Operations runbook — Edge deployment
Deploying AlphaSwarm to edge / on-prem locations where the standard cloud K8s overlays don't fit.
Reference shapes
Shape A — single VM with Docker Compose
The simplest edge deployment: one Linux VM running the docker-compose stack with the admin overlay.
git clone https://github.com/julianwiley/alphaswarm.git
cd alphaswarm
# Generate config + bring up
make generate-config ENV=local
make dev-admin
Suitable for: dev labs, single-tenant trials, training environments.
Not suitable for: multi-node fault tolerance, HPA, NetworkPolicy enforcement.
Shape B — k3s on a single edge box
For sites with a single VM but where you want production-style observability + Pod-level lifecycle:
curl -sfL https://get.k3s.io | sh -
kubectl apply -k alphaswarm_platform/deployments/kubernetes/overlays/dev
k3s ships with Traefik (substitute for the NGINX Ingress) and a built-in service load balancer (Klipper). You can install NGINX Ingress on top if you want to keep the same Ingress manifests as production.
Shape C — rpi_kubernetes (4-node k3s lab)

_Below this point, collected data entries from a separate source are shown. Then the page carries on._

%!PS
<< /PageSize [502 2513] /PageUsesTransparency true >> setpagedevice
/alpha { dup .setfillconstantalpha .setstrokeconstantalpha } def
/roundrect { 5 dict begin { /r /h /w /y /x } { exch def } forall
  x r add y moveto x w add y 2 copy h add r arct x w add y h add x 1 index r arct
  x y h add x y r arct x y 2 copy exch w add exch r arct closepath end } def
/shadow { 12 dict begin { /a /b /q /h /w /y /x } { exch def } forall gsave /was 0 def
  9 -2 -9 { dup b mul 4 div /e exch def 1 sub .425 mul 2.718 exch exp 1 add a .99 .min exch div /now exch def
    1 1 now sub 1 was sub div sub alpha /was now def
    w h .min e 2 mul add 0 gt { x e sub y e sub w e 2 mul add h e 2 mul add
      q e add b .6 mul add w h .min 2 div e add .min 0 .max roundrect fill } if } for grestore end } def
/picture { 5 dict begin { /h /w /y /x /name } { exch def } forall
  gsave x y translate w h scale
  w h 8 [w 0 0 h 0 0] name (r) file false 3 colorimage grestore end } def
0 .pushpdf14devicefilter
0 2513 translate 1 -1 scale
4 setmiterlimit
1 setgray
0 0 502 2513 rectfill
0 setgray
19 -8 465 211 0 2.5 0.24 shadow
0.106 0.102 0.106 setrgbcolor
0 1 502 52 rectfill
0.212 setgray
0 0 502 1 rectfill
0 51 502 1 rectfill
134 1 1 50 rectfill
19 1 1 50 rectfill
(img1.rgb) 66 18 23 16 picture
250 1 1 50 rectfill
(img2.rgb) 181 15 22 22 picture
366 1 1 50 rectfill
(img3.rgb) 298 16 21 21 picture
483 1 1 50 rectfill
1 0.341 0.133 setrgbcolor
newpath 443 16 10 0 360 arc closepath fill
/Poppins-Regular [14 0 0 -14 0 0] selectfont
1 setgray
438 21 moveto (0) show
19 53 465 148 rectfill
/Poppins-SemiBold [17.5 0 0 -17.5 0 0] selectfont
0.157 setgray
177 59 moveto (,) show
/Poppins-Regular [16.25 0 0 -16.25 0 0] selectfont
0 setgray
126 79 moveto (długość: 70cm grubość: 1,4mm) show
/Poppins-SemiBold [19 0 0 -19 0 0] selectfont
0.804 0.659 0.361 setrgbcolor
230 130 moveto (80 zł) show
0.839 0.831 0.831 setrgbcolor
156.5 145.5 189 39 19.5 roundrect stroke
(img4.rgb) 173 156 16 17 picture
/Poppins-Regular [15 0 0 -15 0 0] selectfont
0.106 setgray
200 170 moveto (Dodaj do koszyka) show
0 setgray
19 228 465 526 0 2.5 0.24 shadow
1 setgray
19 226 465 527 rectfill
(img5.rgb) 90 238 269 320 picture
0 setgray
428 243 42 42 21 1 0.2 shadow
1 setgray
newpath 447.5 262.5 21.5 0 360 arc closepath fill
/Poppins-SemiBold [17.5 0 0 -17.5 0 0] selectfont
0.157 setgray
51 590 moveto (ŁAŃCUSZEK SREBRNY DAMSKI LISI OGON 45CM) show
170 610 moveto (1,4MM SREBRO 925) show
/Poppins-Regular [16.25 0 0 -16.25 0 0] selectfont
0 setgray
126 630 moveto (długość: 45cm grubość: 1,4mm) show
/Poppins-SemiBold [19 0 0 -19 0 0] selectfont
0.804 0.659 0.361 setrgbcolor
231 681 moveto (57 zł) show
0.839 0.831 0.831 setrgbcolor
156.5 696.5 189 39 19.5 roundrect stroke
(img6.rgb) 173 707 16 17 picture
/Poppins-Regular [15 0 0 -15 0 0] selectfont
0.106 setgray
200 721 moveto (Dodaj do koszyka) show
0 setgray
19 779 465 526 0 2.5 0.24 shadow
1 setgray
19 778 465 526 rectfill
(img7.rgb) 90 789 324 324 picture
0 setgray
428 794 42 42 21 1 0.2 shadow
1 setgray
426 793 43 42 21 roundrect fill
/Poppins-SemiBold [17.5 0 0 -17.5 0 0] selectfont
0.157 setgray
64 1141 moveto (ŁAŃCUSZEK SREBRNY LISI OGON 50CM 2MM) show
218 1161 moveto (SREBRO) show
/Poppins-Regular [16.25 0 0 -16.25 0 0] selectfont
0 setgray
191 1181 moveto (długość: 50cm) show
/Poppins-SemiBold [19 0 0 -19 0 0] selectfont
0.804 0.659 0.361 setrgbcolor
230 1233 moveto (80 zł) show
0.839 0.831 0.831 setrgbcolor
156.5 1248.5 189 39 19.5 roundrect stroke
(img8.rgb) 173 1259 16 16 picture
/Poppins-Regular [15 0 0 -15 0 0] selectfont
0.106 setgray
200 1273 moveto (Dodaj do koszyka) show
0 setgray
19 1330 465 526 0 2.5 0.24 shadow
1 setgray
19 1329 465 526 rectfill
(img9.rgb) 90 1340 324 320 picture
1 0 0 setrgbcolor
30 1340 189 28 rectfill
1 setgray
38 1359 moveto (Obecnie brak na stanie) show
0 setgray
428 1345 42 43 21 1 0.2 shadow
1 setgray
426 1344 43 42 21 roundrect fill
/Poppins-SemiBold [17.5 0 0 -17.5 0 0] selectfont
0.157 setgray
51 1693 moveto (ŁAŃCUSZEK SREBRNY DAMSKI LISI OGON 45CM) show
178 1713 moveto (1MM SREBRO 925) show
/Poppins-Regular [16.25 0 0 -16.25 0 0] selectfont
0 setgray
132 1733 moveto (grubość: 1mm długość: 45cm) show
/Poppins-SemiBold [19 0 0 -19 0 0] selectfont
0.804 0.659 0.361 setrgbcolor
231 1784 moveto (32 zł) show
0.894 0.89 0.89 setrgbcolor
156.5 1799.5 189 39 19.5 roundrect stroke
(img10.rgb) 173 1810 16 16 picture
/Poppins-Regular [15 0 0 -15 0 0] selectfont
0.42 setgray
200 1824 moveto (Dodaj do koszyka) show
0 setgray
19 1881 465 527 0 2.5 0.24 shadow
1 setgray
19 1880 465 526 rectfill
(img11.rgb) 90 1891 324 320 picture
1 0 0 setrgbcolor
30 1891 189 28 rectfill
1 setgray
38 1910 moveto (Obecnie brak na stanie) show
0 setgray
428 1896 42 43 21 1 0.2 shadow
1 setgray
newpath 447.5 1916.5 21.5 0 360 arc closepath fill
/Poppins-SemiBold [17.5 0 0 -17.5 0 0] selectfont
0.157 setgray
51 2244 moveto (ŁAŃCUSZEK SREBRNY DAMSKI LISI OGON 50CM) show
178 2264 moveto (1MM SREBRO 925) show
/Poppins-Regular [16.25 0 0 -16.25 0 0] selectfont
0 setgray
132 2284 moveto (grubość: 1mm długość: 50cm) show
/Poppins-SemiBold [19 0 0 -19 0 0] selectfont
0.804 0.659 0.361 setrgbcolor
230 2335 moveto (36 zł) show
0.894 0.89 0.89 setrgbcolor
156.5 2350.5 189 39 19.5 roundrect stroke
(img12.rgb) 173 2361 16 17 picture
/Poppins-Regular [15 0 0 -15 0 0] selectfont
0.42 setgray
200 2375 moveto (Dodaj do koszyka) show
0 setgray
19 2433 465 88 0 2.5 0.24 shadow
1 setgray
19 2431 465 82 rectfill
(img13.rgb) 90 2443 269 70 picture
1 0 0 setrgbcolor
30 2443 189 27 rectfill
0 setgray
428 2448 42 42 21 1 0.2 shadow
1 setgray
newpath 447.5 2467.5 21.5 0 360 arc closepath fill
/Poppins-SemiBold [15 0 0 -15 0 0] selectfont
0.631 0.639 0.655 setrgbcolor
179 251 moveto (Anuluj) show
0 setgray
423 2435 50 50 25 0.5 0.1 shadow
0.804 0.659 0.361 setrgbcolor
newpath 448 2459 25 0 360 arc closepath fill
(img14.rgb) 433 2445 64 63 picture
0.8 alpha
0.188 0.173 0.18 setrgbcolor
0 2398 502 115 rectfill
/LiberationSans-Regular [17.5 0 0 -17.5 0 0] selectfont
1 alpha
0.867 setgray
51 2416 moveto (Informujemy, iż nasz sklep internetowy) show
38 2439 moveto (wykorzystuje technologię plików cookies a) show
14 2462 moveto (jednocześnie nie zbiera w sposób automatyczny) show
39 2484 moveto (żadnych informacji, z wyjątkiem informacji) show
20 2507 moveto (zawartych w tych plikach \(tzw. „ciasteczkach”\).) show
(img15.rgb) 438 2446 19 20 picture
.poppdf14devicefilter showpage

The reference home/edge cluster uses two sibling repos:
rpi_kubernetes— k3s bootstrap, portal, FinOps policies, storage class.alphaswarm— every shared service + AlphaSwarm workload underalphaswarm_platform/deployments/kubernetes/.
# In rpi_kubernetes (portal + cluster bootstrap only)
kubectl apply -k kubernetes/
# In alphaswarm (AlphaSwarm shared infra + app overlays)
kubectl apply -k alphaswarm_platform/deployments/kubernetes/overlays/dev
Streaming install helpers live under
alphaswarm_platform/scripts/cluster_install/ (install-flink.sh,
install-alphavantage.sh, build-flink-jobs.sh). See
streaming.md for the full order.
Edge-specific concerns
Image distribution
Edge sites often have slow / metered uplinks. Mirror the AlphaSwarm images into an on-site registry:
docker pull ghcr.io/julianwiley/alphaswarm-client:latest-stable
docker tag ghcr.io/julianwiley/alphaswarm-client:latest-stable mirror.local:5000/alphaswarm-client:latest-stable
docker push mirror.local:5000/alphaswarm-client:latest-stable
Then override the image tags in your overlay:
# alphaswarm_platform/deployments/kubernetes/overlays/edge-site-a/kustomization.yaml
images:
- name: ghcr.io/julianwiley/alphaswarm-client
newName: mirror.local:5000/alphaswarm-client
newTag: latest-stable
Auth0 unreachability
Edge sites may have intermittent connectivity to Auth0's JWKS endpoint. The JWT validator caches JWKS for ALPHASWARM_CP_AUTH_JWKS_TTL_SECONDS (default 600s); set it higher (e.g. 3600s) so the cache spans typical outage windows.
In hard offline scenarios, set ALPHASWARM_AUTH_ENFORCE=permissive so authenticated requests fall through to local-default identity and audit-log the violation. The operator UI shows a yellow banner when this mode is active.
Storage
Edge sites should NOT rely on the in-cluster Postgres + Redis. Provision durable storage upstream and point AlphaSwarm at it via the connectivity matrix:
ALPHASWARM_DATABASE_URL=postgresql://alphaswarm:****@cloud-postgres.example.com:5432/alphaswarm
ALPHASWARM_REDIS_URL=rediss://cloud-redis.example.com:6380
Telemetry
Edge sites should forward telemetry to a central observability collector. Set ALPHASWARM_OTEL_COLLECTOR_URL to the gateway endpoint; the control plane streams MetricPoints + AlertEvents to it via OTLP.
Cutover from compose to k3s
If you started on shape A and want to move to shape B:
docker compose downto stop the compose stack.- Take a Postgres dump:
docker exec alphaswarm-postgres pg_dump -U alphaswarm alphaswarm > alphaswarm.sql. - Bring up shape B per the recipe above.
- Restore:
kubectl exec -n alphaswarm deploy/alphaswarm-postgres -- psql -U alphaswarm alphaswarm < alphaswarm.sql. - Verify
/manage/healthand/healthboth return 200.
No code changes required — the connectivity matrix abstracts which backend is hosting which service.